After Nearly A Dozen Acid Attacks In Iran, Arrests Made

In recent weeks, the people of Iran have been panicked by a wave of acid attacks against women as they were walking in public. During the attacks, men on motorcycles splashed acid on women through open car windows. Several men have been arrested in connection with attacks on at least four women.

The attacks come after a series of new rules were issued to punish women deemed “badly veiled” in public. A law passed in Parliament protects citizens who “correct” women and men for not adhering to Iran’s strict social laws. According to the Islamic Republic News Agency, the Interior Ministry has opposed the new law and is trying to alter it.

After the attacks, the judiciary issued a statement saying that the “most serious punishment” awaits the perpetrators of the attacks, which typically means that they will face execution if found guilty. While acid attacks have been widespread in India and Pakistan over the years, they are not as common in Iran. Police have not been able to confirm the total number of attacks that have occurred so far.

In Iran, the list of official vices is long and reflects an archaic lifestyle of the past that many Iranians find difficult to follow today. In reality, many of these rules are widely flouted until the judiciary decides to make an example out of someone. Iran’s tough Islamic laws include strictly enforced dress codes and laws against alcohol, sex before marriage, Western pop music and the showing of female hands in advertisements. In recent years, some clerics have been beaten up on the streets after trying to correct people not following their strict interpretations of the laws.
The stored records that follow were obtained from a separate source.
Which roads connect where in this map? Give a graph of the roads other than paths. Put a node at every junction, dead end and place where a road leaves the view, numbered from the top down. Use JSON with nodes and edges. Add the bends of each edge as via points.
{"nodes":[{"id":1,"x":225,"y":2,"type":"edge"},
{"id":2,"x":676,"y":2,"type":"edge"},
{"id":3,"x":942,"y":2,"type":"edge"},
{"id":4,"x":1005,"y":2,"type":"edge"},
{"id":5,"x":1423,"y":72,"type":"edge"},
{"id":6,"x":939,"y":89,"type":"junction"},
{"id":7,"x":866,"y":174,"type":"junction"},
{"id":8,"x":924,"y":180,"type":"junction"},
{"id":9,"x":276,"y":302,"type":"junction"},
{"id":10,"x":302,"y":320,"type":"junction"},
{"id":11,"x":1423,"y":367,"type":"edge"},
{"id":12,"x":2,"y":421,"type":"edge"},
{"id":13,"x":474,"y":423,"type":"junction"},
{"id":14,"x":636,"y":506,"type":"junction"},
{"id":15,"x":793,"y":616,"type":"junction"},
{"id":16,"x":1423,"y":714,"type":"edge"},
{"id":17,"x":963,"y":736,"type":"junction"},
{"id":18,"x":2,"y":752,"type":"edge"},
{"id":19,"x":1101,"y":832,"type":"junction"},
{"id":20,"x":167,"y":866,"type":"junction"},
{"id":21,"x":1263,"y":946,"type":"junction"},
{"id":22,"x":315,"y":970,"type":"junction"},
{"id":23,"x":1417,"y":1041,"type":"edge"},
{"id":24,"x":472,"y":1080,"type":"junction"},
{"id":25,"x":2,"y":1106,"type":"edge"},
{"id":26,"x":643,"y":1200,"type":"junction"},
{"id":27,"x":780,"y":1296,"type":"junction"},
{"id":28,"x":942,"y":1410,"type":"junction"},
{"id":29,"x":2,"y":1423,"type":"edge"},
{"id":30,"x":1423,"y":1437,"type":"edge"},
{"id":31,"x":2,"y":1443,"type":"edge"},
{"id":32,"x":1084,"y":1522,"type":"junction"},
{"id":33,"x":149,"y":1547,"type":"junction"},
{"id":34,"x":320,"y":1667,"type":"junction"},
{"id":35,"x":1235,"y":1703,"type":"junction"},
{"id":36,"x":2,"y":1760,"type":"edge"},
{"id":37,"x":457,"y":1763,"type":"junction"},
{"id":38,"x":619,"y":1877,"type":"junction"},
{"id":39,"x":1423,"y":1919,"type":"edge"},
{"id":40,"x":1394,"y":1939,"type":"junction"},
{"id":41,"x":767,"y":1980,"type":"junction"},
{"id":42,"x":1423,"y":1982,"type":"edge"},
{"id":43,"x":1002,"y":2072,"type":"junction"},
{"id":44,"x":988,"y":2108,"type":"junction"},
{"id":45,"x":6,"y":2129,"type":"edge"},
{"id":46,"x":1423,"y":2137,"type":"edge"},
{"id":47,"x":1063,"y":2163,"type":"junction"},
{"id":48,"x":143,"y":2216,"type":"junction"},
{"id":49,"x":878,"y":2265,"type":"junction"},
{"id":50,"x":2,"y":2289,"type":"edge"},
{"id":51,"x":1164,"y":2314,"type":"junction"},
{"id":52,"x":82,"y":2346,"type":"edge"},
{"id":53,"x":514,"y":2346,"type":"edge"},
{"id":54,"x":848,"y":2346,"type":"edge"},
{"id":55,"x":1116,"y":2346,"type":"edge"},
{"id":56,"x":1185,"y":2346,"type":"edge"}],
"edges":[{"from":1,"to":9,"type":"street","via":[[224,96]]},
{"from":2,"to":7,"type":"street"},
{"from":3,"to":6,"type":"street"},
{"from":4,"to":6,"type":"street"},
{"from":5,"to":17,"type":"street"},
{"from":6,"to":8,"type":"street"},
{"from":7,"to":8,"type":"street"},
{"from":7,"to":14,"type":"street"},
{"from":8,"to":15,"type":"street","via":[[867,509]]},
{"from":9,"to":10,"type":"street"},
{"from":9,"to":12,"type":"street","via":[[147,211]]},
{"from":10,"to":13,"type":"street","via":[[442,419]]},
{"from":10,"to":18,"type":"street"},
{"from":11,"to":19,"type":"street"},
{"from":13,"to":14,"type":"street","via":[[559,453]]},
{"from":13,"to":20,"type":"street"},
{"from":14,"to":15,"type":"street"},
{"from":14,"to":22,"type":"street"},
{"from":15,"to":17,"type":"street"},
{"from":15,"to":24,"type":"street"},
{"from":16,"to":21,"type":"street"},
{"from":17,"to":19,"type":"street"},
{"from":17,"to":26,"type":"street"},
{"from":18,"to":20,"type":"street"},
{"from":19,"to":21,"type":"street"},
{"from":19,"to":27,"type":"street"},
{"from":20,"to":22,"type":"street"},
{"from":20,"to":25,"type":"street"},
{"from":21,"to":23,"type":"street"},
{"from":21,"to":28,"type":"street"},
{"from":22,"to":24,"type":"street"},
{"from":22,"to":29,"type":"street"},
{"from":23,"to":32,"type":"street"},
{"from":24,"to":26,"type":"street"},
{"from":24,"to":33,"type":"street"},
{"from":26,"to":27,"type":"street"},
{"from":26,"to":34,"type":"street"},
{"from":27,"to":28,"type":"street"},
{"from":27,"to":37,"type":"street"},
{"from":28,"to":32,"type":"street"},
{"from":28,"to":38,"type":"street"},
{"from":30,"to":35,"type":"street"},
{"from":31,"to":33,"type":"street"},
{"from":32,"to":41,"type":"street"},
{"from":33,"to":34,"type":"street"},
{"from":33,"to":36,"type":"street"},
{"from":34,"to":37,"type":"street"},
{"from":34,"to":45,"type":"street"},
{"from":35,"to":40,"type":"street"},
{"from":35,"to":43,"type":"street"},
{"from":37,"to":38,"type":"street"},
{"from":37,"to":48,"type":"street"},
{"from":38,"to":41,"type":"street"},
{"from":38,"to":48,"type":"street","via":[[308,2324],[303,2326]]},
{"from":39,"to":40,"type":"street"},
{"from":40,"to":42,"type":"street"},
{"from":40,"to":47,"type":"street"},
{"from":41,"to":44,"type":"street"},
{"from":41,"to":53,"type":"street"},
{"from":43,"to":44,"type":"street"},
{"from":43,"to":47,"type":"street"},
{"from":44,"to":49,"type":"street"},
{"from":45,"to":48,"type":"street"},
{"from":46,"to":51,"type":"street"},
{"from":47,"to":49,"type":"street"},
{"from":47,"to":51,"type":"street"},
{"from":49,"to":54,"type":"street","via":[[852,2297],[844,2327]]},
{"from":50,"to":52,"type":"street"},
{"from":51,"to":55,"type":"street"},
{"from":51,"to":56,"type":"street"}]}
The episodes have been widely discussed by the semiofficial Iranian Students’ News Agency and on social media in Iran. Many women have now chosen to stay indoors rather than risk becoming a victim of an attack. Many in the country believe that overall violence against women has become increasingly common in the region because the penalties against the men perpetrating the violence are not tough enough and that is if the attacker is ever charged with a crime at all.